Assolutamente sì, tra dipinti, disegni, proiezioni, e performance musicali – tutto pienamente nello spirito multidisciplinare di Palazzo Velli Expo – per la mostra “Cibarie Leonardesche” abbiamo voluto prendere alla lettera il titolo della mostra ed organizzare 2 affascinanti cene rinascimentali aperte al pubblico, in cui assaggiare piatti provenienti direttamente dalle cucine del ‘500. Parallelamente al percorso della mostra segnato dal cibo, inteso non solo come meri alimenti ma piuttosto come sistema comunicativo le cene leonardesche cucinate dallo chef Di Buonatavola sono state un corollario all’intera esposizione. I partecipanti hanno potuto quindi gustare ricette dai sapori decisi e dalle preparazioni sofisticate ed essere parte integrante della mostra. Il cibo si fa ha fatto quindi da ponte tra arte e scienza consentendo alla mostra di evolversi lungo il filo conduttore del rapporto di Leonardo con la natura, l’alimentazione e la cucina. L’arte è cambiata e la cucina sta cambiando. I tempi sono maturi per creare qualcosa di nuovo ed innovativo. “Contaminazione”.

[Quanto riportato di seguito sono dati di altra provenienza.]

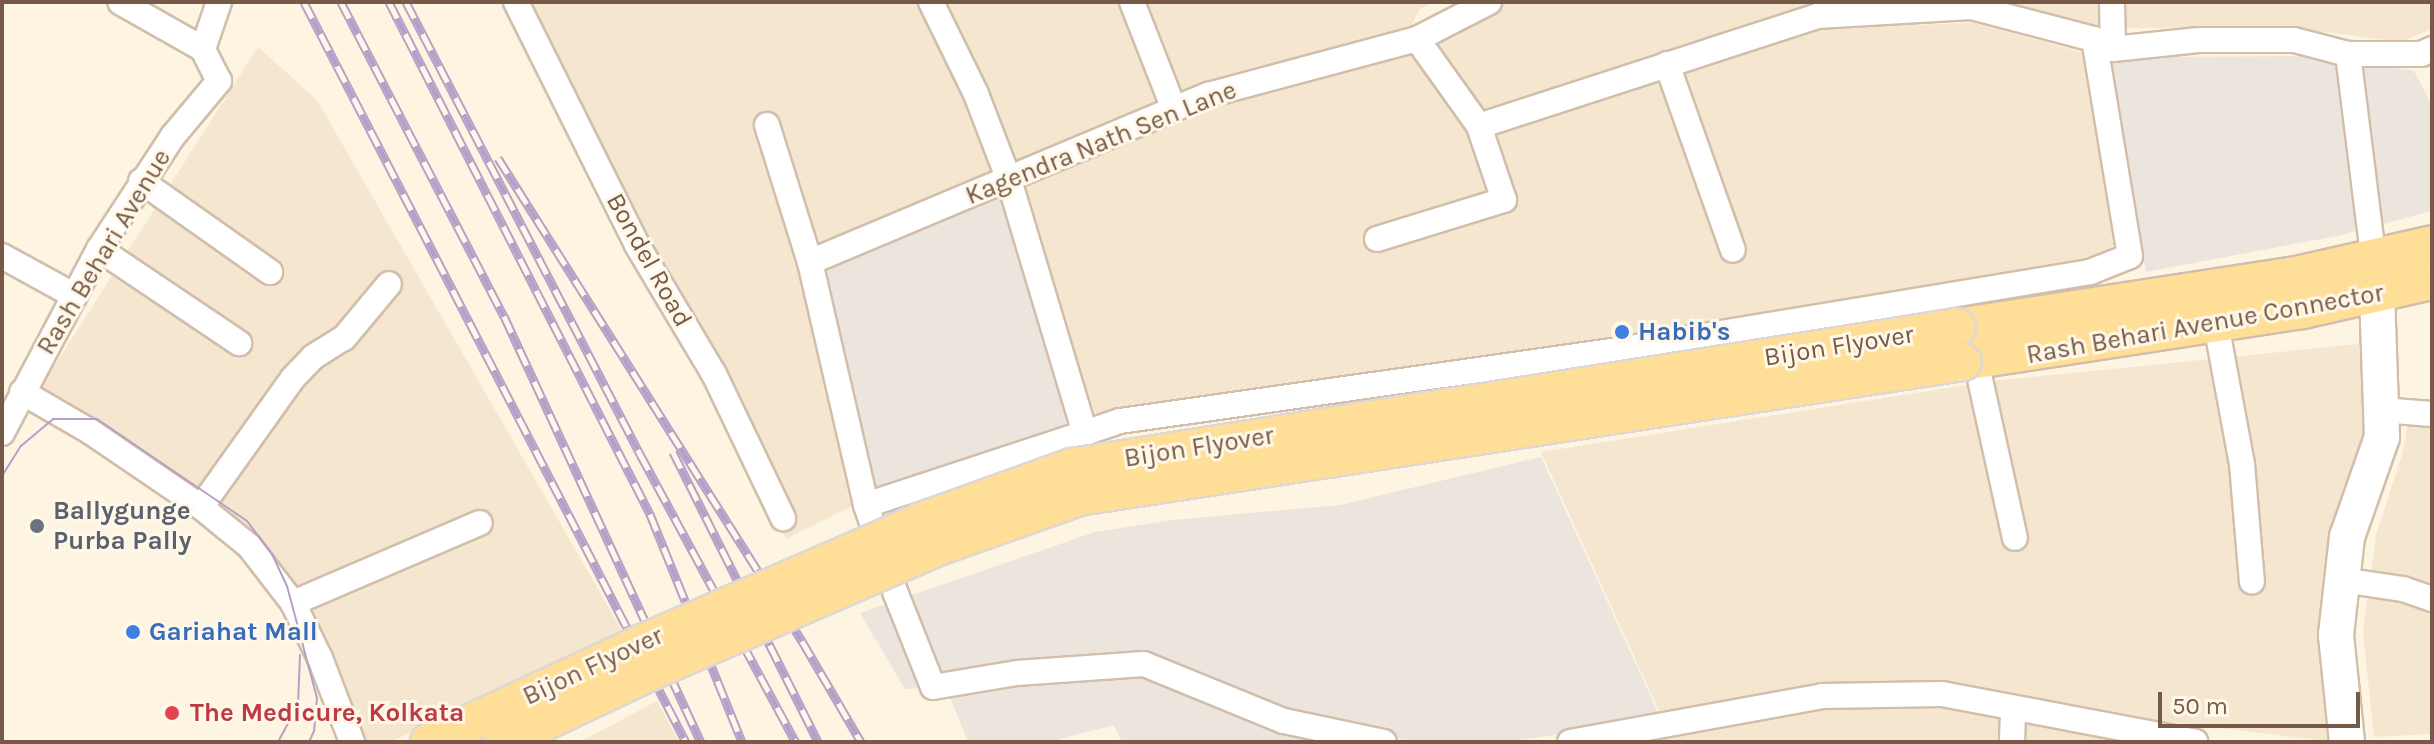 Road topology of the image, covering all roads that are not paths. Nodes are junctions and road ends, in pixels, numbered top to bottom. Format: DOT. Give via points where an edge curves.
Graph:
graph roads {
  1 [pos="120,2"];
  2 [pos="219,2"];
  3 [pos="516,2"];
  4 [pos="931,2"];
  5 [pos="1132,2"];
  6 [pos="1489,2"];
  7 [pos="2112,2"];
  8 [pos="1816,9"];
  9 [pos="1417,39"];
  10 [pos="2104,44"];
  11 [pos="203,49"];
  12 [pos="2432,49"];
  13 [pos="2348,54"];
  14 [pos="1667,64"];
  15 [pos="1174,109"];
  16 [pos="767,125"];
  17 [pos="1479,126"];
  18 [pos="1009,180"];
  19 [pos="141,181"];
  20 [pos="1377,239"];
  21 [pos="2432,244"];
  22 [pos="99,249"];
  23 [pos="1733,250"];
  24 [pos="2,256"];
  25 [pos="2374,259"];
  26 [pos="810,262"];
  27 [pos="270,272"];
  28 [pos="2432,281"];
  29 [pos="389,284"];
  30 [pos="75,296"];
  31 [pos="2377,296"];
  32 [pos="2017,319"];
  33 [pos="2216,324"];
  34 [pos="239,343"];
  35 [pos="1970,362"];
  36 [pos="22,392"];
  37 [pos="2381,410"];
  38 [pos="2432,414"];
  39 [pos="2,433"];
  40 [pos="1085,433"];
  41 [pos="866,505"];
  42 [pos="201,507"];
  43 [pos="783,518"];
  44 [pos="480,523"];
  45 [pos="2015,538"];
  46 [pos="2342,580"];
  47 [pos="2252,582"];
  48 [pos="2432,599"];
  49 [pos="293,603"];
  50 [pos="2013,710"];
  51 [pos="1316,735"];
  52 [pos="345,739"];
  53 [pos="429,742"];
  54 [pos="502,742"];
  55 [pos="1384,742"];
  56 [pos="1570,742"];
  57 [pos="2012,742"];
  58 [pos="2195,742"];
  59 [pos="2347,742"];
  1 -- 11 [label="street"];
  2 -- 11 [label="street"];
  3 -- 43 [label="street, Bondel Road" via="637,245 714,374"];
  4 -- 18 [label="street" via="976,94"];
  5 -- 15 [label="street"];
  6 -- 9 [label="street, Kagendra Nath Sen Lane"];
  7 -- 10 [label="street"];
  8 -- 10 [label="street" via="1971,7"];
  8 -- 14 [label="street"];
  9 -- 15 [label="street, Kagendra Nath Sen Lane" via="1208,95"];
  9 -- 17 [label="street"];
  10 -- 13 [label="street" via="2294,40"];
  10 -- 40 [label="street" via="2130,256 2090,272 1619,350 1120,421"];
  11 -- 19 [label="street, Rash Behari Avenue" via="219,81"];
  12 -- 13 [label="street" via="2421,54"];
  13 -- 25 [label="street"];
  14 -- 17 [label="street"];
  14 -- 23 [label="street"];
  15 -- 18 [label="street, Kagendra Nath Sen Lane"];
  16 -- 26 [label="street"];
  17 -- 20 [label="street" via="1504,200"];
  18 -- 26 [label="street, Kagendra Nath Sen Lane"];
  18 -- 40 [label="street"];
  19 -- 22 [label="street, Rash Behari Avenue"];
  19 -- 27 [label="street"];
  21 -- 25 [label="main road, Rash Behari Avenue Connector"];
  22 -- 30 [label="street, Rash Behari Avenue"];
  22 -- 34 [label="street"];
  24 -- 30 [label="street"];
  25 -- 31 [label="street"];
  25 -- 32 [label="main road, Rash Behari Avenue Connector"];
  26 -- 41 [label="street"];
  28 -- 31 [label="main road, Rash Behari Avenue Connector"];
  29 -- 42 [label="street" via="344,338 313,357 293,378"];
  30 -- 36 [label="street, Rash Behari Avenue"];
  31 -- 33 [label="main road, Rash Behari Avenue Connector"];
  31 -- 37 [label="main road"];
  32 -- 53 [label="main road, Bijon Flyover, bridge" via="1072,467 930,518"];
  33 -- 35 [label="main road, Rash Behari Avenue Connector"];
  33 -- 47 [label="street" via="2242,464"];
  35 -- 45 [label="street"];
  35 -- 54 [label="main road, Bijon Flyover, bridge" via="1079,497 941,546"];
  36 -- 39 [label="street, Rash Behari Avenue"];
  36 -- 42 [label="street"];
  37 -- 38 [label="street"];
  37 -- 46 [label="main road" via="2382,437 2347,537"];
  40 -- 41 [label="street"];
  41 -- 51 [label="street" via="933,687 1017,673 1144,664"];
  42 -- 49 [label="street" via="249,546"];
  44 -- 49 [label="street"];
  46 -- 48 [label="street"];
  46 -- 59 [label="main road" via="2336,635"];
  49 -- 52 [label="street" via="320,658"];
  50 -- 56 [label="street" via="1942,694 1822,696"];
  50 -- 57 [label="street"];
  50 -- 58 [label="street"];
  51 -- 55 [label="street"];
}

L’arte è emozione e la cucina può e vuole essere emozione. La cucina rende edibili le idee, come l’arte le rende visibili e tangibili.
La domanda conclusiva di rito, una piccola anticipazione: cosa ci riserverà Palazzo Velli nella prossima edizione del Rome Art Week?
V.C.: Per il RAW 2021 i nostri spazi si divideranno in tre.
Avremo una collettiva, una personale ed un’installazione fotografica.
All’ingresso troveremo una particolarissima installazione fotografica di Romana Rostolis, che eleva lo sguardo portando a vedere oltre attraverso degli scatti in b/n di rara bellezza.
Le sale Vasi e Velli, il cuore del piano superiore, ospiteranno la personale della visual artist Ilaria Pisciottani che proprio in questo mese sta lavorando per creare qualcosa degno di nota.
Il piano inferiore sarà destinato ad una collettiva internazionale dal titolo “Surface and Depth”, che avrà come protagonista il ricamo. I 60 artisti useranno il filo come fosse pittura per dipingere o marmo per scolpire.